## [Task goal]
Where does the word "index" occur in the entries below? Copy every line that has it.

Bounding boxes with keypoints
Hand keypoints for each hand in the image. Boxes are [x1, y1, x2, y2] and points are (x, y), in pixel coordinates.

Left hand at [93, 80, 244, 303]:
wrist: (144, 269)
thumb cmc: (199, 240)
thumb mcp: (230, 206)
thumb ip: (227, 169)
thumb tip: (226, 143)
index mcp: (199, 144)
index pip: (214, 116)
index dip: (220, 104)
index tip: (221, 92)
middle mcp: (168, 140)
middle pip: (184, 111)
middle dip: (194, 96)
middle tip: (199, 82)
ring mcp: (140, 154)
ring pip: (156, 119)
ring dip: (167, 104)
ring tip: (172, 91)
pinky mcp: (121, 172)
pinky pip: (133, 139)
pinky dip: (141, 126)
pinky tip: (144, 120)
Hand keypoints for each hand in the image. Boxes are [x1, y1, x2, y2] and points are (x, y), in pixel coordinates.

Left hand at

--

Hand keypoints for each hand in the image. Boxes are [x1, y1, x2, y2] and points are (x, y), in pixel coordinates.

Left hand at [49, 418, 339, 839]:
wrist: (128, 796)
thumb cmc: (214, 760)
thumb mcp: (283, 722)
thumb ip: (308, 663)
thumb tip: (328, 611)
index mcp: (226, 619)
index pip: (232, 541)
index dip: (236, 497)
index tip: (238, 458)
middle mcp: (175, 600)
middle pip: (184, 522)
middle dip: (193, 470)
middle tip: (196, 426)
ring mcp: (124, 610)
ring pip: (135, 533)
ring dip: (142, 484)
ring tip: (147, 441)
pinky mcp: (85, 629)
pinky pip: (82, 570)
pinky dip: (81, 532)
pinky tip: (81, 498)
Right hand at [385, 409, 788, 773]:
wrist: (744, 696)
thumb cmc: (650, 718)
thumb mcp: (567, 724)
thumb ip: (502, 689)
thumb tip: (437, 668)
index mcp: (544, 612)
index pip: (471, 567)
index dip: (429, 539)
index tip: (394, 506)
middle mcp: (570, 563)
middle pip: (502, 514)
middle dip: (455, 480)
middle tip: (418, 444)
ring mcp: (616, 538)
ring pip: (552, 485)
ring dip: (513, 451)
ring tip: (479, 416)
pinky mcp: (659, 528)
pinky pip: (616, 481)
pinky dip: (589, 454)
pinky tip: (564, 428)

## [Written reply]
index mcp: (199, 144)
index pip: (214, 116)
index dip: (220, 104)
index tip: (221, 92)
index mcp: (226, 619)
index pip: (232, 541)
index dip: (236, 497)
index tip: (238, 458)
index mcp: (544, 612)
index pip: (471, 567)
index dip: (429, 539)
index tip: (394, 506)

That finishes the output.